The movers hauled in a large stone with glowing veins of molten red woven through the rough, cratered surface.

“A lava stone?” The tears had all but stopped as Seth walked around the bed to bask in the corner of the room now generating enough heat to melt her flesh off. “These are technically Day Fae elements, but I don’t think that Sun Fern would have been enough on its own.”

“Okay, but there was already a fire going.” She moved to her side of the room, the heat causing sweat to bead on her skin.

Seth hugged himself, rubbing his bare arms and wiggling in pleasure.

“That wasn’t enough. Sera, my gods, I have not felt comfortably warm in so long.”

She supposed if North was comfortable in the arctic outside, it made sense Seth wouldn’t be comfortable in any less than a sauna. But as the poor human in this duo of extremes, she was left with the choice to freeze or boil.

“Could we lose one of them? The Fern thing doesn’t seem to do much, maybe we can—”

“I’m not giving up a plant!
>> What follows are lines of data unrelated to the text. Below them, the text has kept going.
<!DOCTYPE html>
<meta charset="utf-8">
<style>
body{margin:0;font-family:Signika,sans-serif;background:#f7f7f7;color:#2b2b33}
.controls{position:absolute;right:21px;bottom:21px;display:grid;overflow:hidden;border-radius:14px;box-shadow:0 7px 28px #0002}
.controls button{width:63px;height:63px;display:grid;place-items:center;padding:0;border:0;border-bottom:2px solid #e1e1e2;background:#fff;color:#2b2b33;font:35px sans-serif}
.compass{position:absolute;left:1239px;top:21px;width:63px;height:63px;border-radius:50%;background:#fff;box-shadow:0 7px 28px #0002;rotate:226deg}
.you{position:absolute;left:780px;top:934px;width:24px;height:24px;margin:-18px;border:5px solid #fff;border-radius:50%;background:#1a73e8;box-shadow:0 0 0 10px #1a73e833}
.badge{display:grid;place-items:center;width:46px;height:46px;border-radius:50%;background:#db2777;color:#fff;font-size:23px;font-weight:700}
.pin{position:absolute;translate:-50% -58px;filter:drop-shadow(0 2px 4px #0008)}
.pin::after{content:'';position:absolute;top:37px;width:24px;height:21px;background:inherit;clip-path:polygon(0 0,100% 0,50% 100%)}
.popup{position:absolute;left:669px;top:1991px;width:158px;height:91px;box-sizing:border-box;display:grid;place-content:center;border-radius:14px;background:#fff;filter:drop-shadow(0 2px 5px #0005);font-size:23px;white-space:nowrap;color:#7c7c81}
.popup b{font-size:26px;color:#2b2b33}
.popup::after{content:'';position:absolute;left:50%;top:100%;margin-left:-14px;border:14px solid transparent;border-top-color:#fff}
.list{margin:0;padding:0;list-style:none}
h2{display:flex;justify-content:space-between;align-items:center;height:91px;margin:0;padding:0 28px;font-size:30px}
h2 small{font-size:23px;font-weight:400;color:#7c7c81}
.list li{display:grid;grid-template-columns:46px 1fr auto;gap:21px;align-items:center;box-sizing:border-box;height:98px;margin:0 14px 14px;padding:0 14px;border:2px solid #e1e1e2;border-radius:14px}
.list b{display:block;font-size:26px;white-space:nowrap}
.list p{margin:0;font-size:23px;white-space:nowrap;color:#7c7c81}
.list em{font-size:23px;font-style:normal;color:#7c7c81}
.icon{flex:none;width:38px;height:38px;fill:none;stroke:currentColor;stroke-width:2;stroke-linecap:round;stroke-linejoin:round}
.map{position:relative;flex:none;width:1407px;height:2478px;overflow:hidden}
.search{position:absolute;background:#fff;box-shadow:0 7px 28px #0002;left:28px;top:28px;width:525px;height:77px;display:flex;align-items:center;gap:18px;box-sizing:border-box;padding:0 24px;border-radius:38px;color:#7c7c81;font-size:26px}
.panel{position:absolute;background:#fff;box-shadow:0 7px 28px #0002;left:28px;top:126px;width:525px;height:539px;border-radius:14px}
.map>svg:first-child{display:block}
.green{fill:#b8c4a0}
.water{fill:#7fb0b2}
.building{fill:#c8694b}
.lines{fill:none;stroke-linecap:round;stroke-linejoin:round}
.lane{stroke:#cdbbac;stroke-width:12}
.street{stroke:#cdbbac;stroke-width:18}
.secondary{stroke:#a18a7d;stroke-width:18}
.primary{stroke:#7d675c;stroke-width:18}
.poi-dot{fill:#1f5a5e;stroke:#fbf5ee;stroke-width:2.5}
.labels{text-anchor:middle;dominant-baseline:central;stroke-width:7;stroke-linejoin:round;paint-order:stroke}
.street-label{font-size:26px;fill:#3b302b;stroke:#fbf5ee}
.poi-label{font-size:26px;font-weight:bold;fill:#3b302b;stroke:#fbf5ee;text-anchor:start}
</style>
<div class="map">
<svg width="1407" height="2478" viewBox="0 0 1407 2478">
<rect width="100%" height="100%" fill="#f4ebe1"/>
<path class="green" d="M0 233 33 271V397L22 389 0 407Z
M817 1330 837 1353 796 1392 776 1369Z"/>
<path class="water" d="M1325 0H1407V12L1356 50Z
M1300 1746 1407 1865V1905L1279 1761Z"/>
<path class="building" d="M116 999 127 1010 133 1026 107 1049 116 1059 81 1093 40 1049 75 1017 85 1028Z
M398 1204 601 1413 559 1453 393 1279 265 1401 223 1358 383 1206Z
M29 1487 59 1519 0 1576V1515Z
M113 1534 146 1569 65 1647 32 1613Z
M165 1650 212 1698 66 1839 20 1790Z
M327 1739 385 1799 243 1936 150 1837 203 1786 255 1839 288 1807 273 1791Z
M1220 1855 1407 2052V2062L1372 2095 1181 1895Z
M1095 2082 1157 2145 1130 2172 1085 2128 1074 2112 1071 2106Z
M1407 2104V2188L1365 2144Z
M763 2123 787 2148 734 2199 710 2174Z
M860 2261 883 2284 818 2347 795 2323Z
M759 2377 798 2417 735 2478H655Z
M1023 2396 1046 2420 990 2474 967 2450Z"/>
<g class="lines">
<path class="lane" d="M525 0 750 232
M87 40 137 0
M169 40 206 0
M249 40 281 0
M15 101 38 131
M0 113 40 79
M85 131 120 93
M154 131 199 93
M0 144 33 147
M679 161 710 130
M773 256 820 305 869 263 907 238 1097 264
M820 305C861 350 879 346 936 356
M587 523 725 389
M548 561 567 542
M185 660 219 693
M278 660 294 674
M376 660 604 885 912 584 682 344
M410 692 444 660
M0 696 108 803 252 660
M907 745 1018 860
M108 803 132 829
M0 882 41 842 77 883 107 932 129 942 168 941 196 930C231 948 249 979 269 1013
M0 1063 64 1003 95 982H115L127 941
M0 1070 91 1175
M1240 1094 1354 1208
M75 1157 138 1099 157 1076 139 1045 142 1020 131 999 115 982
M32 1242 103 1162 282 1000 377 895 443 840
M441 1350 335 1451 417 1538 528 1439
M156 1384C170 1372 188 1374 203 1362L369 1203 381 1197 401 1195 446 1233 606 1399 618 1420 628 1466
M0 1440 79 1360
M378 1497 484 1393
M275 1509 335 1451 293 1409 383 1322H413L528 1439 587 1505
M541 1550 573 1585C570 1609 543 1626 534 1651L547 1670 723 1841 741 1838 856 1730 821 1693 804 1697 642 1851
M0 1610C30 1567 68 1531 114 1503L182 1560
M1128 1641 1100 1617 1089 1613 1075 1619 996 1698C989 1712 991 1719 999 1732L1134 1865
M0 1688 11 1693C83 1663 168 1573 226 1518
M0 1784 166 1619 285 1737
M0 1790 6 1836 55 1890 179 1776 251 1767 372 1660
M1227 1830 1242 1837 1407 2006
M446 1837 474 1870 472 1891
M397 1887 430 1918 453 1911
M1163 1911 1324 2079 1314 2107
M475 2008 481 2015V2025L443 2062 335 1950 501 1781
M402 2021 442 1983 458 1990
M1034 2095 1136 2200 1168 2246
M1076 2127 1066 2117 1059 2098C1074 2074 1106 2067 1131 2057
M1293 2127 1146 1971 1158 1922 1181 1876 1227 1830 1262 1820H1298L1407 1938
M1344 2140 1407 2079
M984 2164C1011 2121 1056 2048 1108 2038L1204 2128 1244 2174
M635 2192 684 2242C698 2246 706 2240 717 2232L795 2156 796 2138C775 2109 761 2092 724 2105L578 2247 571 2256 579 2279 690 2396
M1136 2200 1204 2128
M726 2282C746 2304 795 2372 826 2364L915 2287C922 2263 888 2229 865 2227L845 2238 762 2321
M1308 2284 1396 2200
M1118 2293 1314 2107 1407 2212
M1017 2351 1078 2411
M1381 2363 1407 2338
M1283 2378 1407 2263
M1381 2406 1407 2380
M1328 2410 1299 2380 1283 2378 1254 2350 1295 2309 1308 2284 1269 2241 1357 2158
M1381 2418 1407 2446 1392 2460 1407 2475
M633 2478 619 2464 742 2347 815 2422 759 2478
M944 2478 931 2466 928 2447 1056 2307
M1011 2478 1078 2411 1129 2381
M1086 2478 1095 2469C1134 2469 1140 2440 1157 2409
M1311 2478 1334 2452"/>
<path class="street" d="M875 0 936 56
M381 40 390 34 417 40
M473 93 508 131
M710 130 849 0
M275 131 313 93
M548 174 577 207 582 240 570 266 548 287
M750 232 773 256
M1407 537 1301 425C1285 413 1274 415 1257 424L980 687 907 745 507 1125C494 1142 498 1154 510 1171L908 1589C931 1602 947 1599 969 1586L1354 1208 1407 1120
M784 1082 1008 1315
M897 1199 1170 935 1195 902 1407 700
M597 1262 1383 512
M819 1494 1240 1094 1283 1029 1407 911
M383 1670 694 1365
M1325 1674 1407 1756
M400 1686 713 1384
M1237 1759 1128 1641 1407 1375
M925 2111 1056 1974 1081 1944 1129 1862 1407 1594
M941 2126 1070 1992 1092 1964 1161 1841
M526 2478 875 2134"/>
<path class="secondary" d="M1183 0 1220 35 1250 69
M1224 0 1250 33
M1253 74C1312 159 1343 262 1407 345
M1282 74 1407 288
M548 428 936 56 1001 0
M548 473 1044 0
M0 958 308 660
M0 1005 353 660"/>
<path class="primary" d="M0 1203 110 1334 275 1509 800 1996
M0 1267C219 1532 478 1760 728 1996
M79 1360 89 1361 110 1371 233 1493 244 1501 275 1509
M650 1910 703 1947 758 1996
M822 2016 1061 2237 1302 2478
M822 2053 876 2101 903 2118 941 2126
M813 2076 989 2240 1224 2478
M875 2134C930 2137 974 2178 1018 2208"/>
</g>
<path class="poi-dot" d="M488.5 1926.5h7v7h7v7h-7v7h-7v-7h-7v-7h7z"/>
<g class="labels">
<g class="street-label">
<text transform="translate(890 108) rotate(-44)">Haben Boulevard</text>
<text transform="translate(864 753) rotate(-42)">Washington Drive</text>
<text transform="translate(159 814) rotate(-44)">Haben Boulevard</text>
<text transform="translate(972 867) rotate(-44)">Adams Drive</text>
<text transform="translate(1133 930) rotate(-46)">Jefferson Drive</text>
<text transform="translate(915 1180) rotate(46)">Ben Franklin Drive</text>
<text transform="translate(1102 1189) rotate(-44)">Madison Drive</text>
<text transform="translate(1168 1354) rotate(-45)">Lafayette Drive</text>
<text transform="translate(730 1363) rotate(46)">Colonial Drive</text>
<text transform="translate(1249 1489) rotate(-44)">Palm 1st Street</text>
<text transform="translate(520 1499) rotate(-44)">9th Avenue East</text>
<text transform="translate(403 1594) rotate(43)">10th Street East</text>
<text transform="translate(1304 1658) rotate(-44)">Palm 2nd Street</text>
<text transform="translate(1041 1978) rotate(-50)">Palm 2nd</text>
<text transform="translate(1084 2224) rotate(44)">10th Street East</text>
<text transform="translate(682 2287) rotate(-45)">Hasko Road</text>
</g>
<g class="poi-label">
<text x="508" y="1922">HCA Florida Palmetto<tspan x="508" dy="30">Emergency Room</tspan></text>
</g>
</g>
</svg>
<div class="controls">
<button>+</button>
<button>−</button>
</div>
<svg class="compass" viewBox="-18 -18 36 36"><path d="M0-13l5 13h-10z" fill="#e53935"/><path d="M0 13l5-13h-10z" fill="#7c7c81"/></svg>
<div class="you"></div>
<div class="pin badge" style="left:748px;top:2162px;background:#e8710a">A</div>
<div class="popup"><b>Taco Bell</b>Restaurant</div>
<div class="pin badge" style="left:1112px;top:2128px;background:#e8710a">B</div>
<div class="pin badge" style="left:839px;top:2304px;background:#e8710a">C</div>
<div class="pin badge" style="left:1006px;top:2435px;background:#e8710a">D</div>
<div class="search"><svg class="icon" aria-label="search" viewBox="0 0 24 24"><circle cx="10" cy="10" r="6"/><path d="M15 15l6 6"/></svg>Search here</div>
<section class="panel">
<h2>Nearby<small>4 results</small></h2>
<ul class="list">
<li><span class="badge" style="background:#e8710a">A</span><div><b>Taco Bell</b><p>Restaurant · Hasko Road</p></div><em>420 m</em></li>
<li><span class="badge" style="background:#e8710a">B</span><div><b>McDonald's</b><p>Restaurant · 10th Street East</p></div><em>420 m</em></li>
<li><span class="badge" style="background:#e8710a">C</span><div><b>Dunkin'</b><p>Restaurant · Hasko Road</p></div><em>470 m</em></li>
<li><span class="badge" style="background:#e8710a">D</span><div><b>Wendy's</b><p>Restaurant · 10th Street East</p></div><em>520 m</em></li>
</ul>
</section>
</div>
I haven’t seen Sun Ferns since leaving Summer.” He dipped down to bury his face in the leaves, breathing deeply. “They smell like home.”

“Well, I’m not sweating like an animal for the rest of our time here.

” She pinched the front of her dress, trying to pull some of the fabric back so her skin could breathe.

“Do you know how quickly smell can build on your body in this kind of heat? And I barely packed any of my cosmetics. Only what was already in my kit.”

“I’m not asking them to take it back.” Seth hugged his arms over the leaves of the Sun Fern. “Please, just let me have some real warmth for two seconds.”